When the company decided to consolidate multiple Colorado offices to one location, they knew there were many options to consider to ensure future growth potential with clients and employee satisfaction.
The Schwab campus in Lone Tree, Colorado was designed to create a sustainable, visually appealing identity within the community.
Situated for optimal solar orientation, the campus’ new buildings would be nestled into the existing site topography to optimize views of Mount Evans, Indian Peaks, Longs Peak, and the downtown Denver skyline in the distance.
Landscaping would reflect the natural Colorado landscape, with native grasses, plants, and trees that tie into the surrounding prairie.
In short, the company wanted the buildings to reflect more than just the brand. They wanted them to reflect the atmosphere and culture of the surrounding region.
The multi-national investment firm hired Fentress Architects to come up with a design that would not offend the natural beauty, use eco-friendly materials, and be highly functional for the 1,900 employees that would be using the 47-acre facility.
One of the unique touches on the campus design was the use of a specialized, cable tension-supported jewel-box glass design for the facade of the main retail branch at the front of the premises.
This portion of the project required a high degree of system engineering, coordination, and design due to the loading involved.
The original subcontractor for the glazing was replaced on the project with the project team of Harmon Inc. (installer) and W&W Glass, LLC (structural glass system provider) to provide the expertise to supply and install this type of system.
For this project, the team utilized the Pilkington Planar™ system to create the tension cable wall and all glass vestibule that defines the look. These types of systems are different from average structurally-glazed aluminum curtain walls in many ways.
One of the biggest differences is in the way the glass is supported. Aluminum curtain wall designs must be held together on all sides by a cap or from behind with structural silicone bonded back to vertical and horizontal mullions, whereas the point-supported structural glass systems are anchored only at specific points.
Silicone is only used for a weather seal between the joints of point-supported glazing. Aside from enhanced clarity with the change in structure from aluminum box mullions to cables, there are other technical reasons why these systems are so different.
The stainless steel tension cable supports at the vertical joints are strung to the head and sill of the boundary structure to create locations to connect the point-supports to that will anchor the glass in place for dead load and limiting deflection under wind load.
The main challenges with this type of system, versus traditional curtain wall, are resolving these high tension load forces into the building and limiting the edge deflection of the insulating glass units at the spacer to maintain a hermetic seal.

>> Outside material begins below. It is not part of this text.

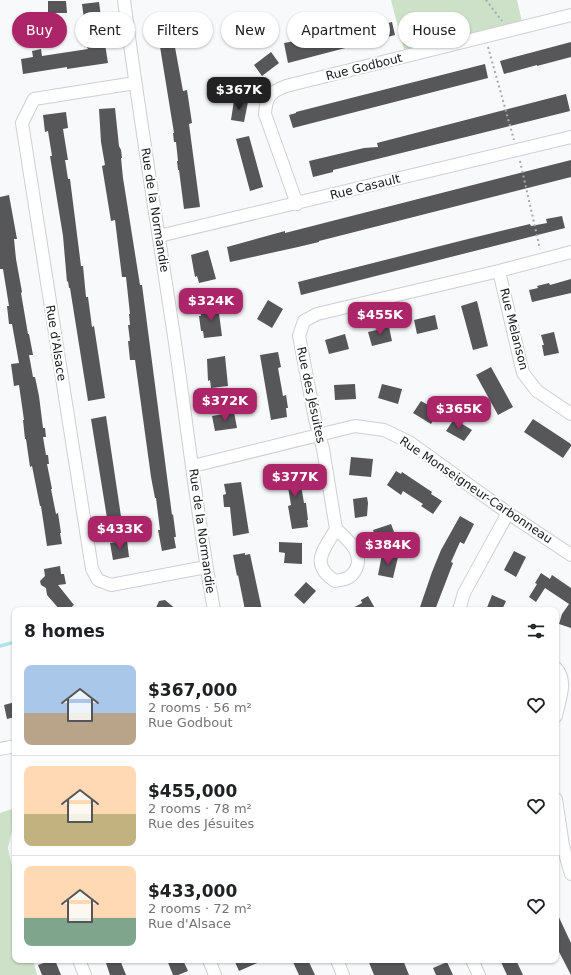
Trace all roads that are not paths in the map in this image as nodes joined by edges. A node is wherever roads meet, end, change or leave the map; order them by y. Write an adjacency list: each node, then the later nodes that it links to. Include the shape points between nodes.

This requires close coordination with the structural engineers and the glass engineers. The specifications on this project were to use a clear insulating glass units with HP 50/27 Low-e coating on the second surface (to provide high thermal performance) held in place with Pilkington Planar™ 905 Fittings.
W&W Glass frequently pushes the envelope beyond typical “glass in channel” type entryways that use glass side walls in framing and an opaque roof or exposed steel cage vestibule structure.

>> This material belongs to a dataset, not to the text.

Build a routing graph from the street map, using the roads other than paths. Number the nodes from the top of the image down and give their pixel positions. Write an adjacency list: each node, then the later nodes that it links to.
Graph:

They have the ability to create vestibules that can be seamlessly integrated into many types of point-supported structural glass wall systems to not detract from the highly transparent applications.
Vestibules are the small interstitial spaces or passage ways that connect the exterior and interior environments. They serve as a transitional barrier from the weather outside.

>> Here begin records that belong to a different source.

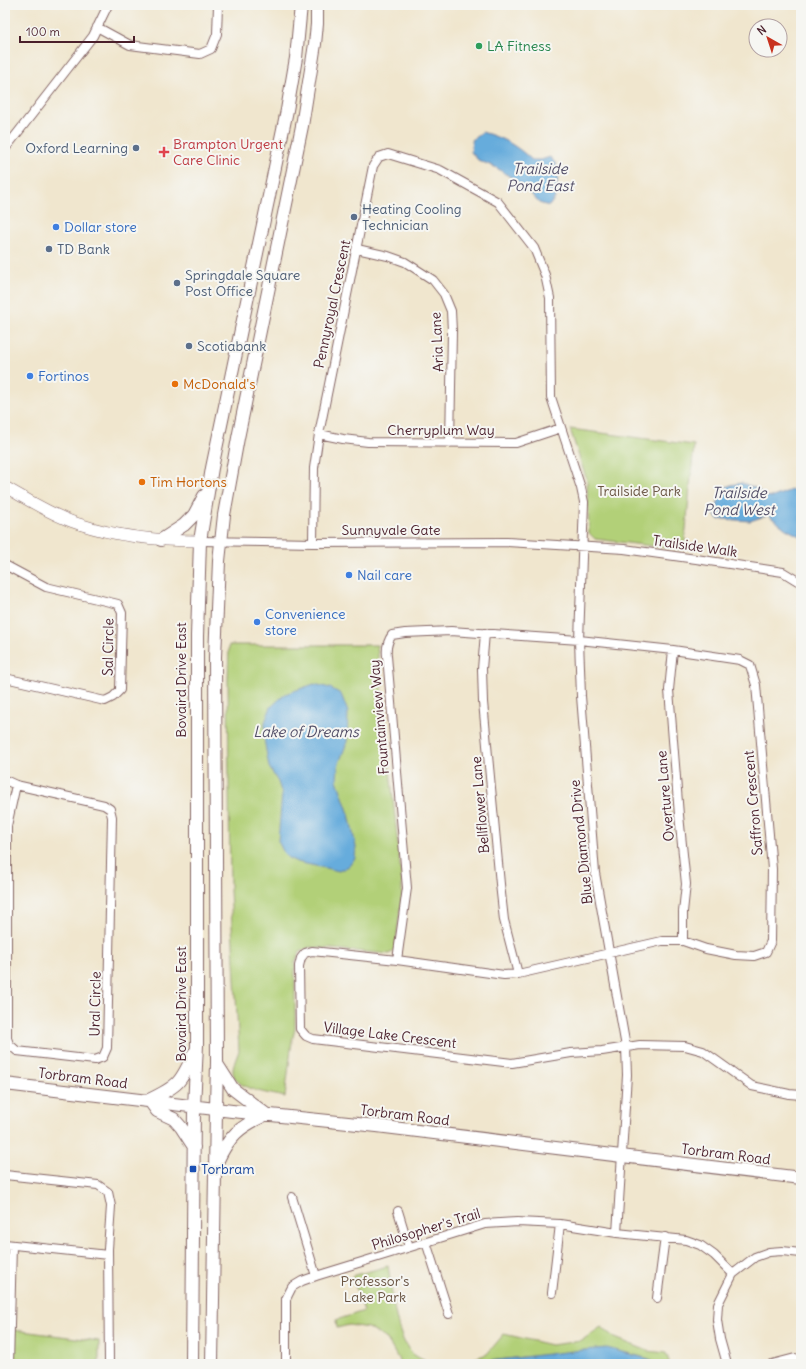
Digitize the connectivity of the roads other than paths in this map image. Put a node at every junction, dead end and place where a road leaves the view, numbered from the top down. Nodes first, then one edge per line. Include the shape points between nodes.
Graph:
1 (108, 5) edge
2 (218, 5) edge
3 (301, 5) edge
4 (317, 5) edge
5 (97, 28) junction
6 (282, 132) junction
7 (298, 145) junction
8 (5, 149) edge
9 (357, 249) junction
10 (562, 428) junction
11 (319, 434) junction
12 (450, 443) junction
13 (209, 486) junction
14 (5, 487) edge
15 (161, 540) junction
16 (200, 541) junction
17 (221, 542) junction
18 (313, 543) junction
19 (582, 546) junction
20 (5, 565) edge
21 (801, 583) edge
22 (485, 633) junction
23 (579, 640) junction
24 (673, 650) junction
25 (5, 679) edge
26 (5, 780) edge
27 (16, 785) junction
28 (683, 941) junction
29 (610, 952) junction
30 (397, 960) junction
31 (518, 974) junction
32 (197, 1044) junction
33 (626, 1047) junction
34 (217, 1064) junction
35 (5, 1084) edge
36 (801, 1095) edge
37 (149, 1100) junction
38 (194, 1107) junction
39 (216, 1109) junction
40 (267, 1115) junction
41 (194, 1147) junction
42 (621, 1157) junction
43 (216, 1165) junction
44 (5, 1175) edge
45 (801, 1178) edge
46 (292, 1197) dead end
47 (398, 1211) dead end
48 (560, 1224) junction
49 (617, 1233) junction
50 (665, 1237) junction
51 (426, 1242) junction
52 (9, 1244) edge
53 (409, 1247) junction
54 (801, 1254) edge
55 (108, 1255) junction
56 (733, 1274) junction
57 (316, 1276) junction
58 (552, 1293) dead end
59 (657, 1298) dead end
60 (449, 1314) dead end
61 (794, 1358) dead end
62 (9, 1364) edge
63 (109, 1364) edge
64 (192, 1364) edge
65 (212, 1364) edge
66 (286, 1364) edge
67 (728, 1364) edge
68 (772, 1364) edge

1 - 5 street
2 - 5 street via 217,34 212,49 200,54 130,45
3 - 6 main road, Bovaird Drive East via 296,58
4 - 7 main road via 315,44
5 - 8 street
6 - 7 main road
6 - 13 main road, Bovaird Drive East
7 - 17 main road via 238,438
9 - 10 street, Pennyroyal Crescent via 374,166 379,157 388,154 440,170 498,202 534,248 545,275 550,298 552,397
9 - 11 street, Pennyroyal Crescent
9 - 12 street, Aria Lane via 405,262 433,280 444,294 451,311 452,331
10 - 12 street, Cherryplum Way via 516,443
10 - 19 street, Pennyroyal Crescent via 584,502
11 - 12 street, Cherryplum Way via 368,442
11 - 18 street, Pennyroyal Crescent via 314,468
13 - 15 main road via 194,515
13 - 16 main road, Bovaird Drive East
14 - 15 street via 78,524 119,535
15 - 16 street
16 - 17 street, Sunnyvale Gate
16 - 32 main road, Bovaird Drive East via 196,636
17 - 18 street, Sunnyvale Gate
17 - 34 main road via 215,657
18 - 19 street, Sunnyvale Gate via 507,542
19 - 21 street, Trailside Walk via 696,558 783,572
19 - 23 street, Blue Diamond Drive
20 - 25 street, Sal Circle via 46,586 118,604 122,613 120,690 113,697 105,700
22 - 23 street, Fountainview Way
22 - 30 street, Fountainview Way via 405,633 392,635 386,648 407,888
22 - 31 street, Bellflower Lane via 483,702 504,920
23 - 24 street, Saffron Crescent
23 - 29 street, Blue Diamond Drive via 595,873
24 - 28 street, Overture Lane via 669,690 686,884
24 - 28 street, Saffron Crescent via 740,660 752,668 756,685 772,869 771,941 766,952 754,956 736,955
26 - 27 street, Ural Circle
27 - 27 street, Ural Circle via 104,805 110,809 112,817 107,1048 103,1056 95,1060 17,1051 9,1044 7,1038 7,826
28 - 29 street, Saffron Crescent via 662,941
29 - 31 street, Village Lake Crescent
29 - 33 street, Blue Diamond Drive
30 - 31 street, Village Lake Crescent via 504,975
30 - 33 street, Village Lake Crescent via 312,951 305,953 300,958 299,966 300,1030 313,1040 512,1063 571,1052
32 - 37 main road via 179,1083
32 - 38 main road, Bovaird Drive East
33 - 36 street via 685,1046 703,1052 752,1086
33 - 42 street, Blue Diamond Drive via 627,1075
34 - 39 main road
34 - 40 main road via 233,1088
35 - 37 main road, Torbram Road
37 - 38 main road, Torbram Road
37 - 41 main road via 157,1111 174,1119
38 - 39 main road, Torbram Road
38 - 41 main road, Bovaird Drive East
39 - 40 main road, Torbram Road
39 - 43 main road
40 - 42 main road, Torbram Road via 378,1126
40 - 43 main road via 236,1133 225,1146
41 - 64 main road, Bovaird Drive East
42 - 45 main road, Torbram Road
42 - 49 street, Blue Diamond Drive
43 - 65 main road
44 - 55 street via 98,1185 108,1192 111,1206
46 - 57 street
47 - 53 street
48 - 49 street, Philosopher's Trail
48 - 51 street, Philosopher's Trail via 485,1224
48 - 58 street
49 - 50 street, Philosopher's Trail
50 - 56 street, Philosopher's Trail via 700,1244
50 - 59 street
51 - 53 street, Philosopher's Trail
51 - 60 street
52 - 55 street
52 - 62 street
53 - 57 street, Philosopher's Trail
54 - 56 street via 769,1252 755,1257
55 - 63 street
56 - 67 street via 718,1304 717,1320
57 - 66 street, Philosopher's Trail via 292,1287 286,1299
61 - 68 street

As contract glaziers, W&W Glass professionals recognize the important functionality of the vestibule and the desire by architects to make them as clean and transparent as possible, while being engineered to meet all structural loading and code requirements.
To keep exposed structure as minimal as possible, the sidewall glass and roof was constructed out of Pilkington Optiwhite™ Low-Iron SGP laminated glass panels cantilevered from the ground and supported by Pilkington Planar™ 905 fittings.
A custom 316 stainless steel plate beam box door portal was installed to provide a place to connect the cables to above the door area only. Large loading is transferred from the portal header into the vertical legs and into large base plate anchors and embeds below the ground.
To complete the overall impression and reinforce the brand, the exterior signage was attached to Pilkington Optiwhite™ Low-Iron SGP laminated structural glass that was suspended from low-iron, laminated tempered glass fins.
These facades are a sharp-looking solution to make the transparency of glass the stand-out feature. The site and buildings all incorporate sustainable materials and systems, targeting LEED Gold certification. In the end, these techniques allowed for the opportunity to turn the architect’s vision into something special… that crisply reflects the highest level of quality and the beauty of nature in the glass.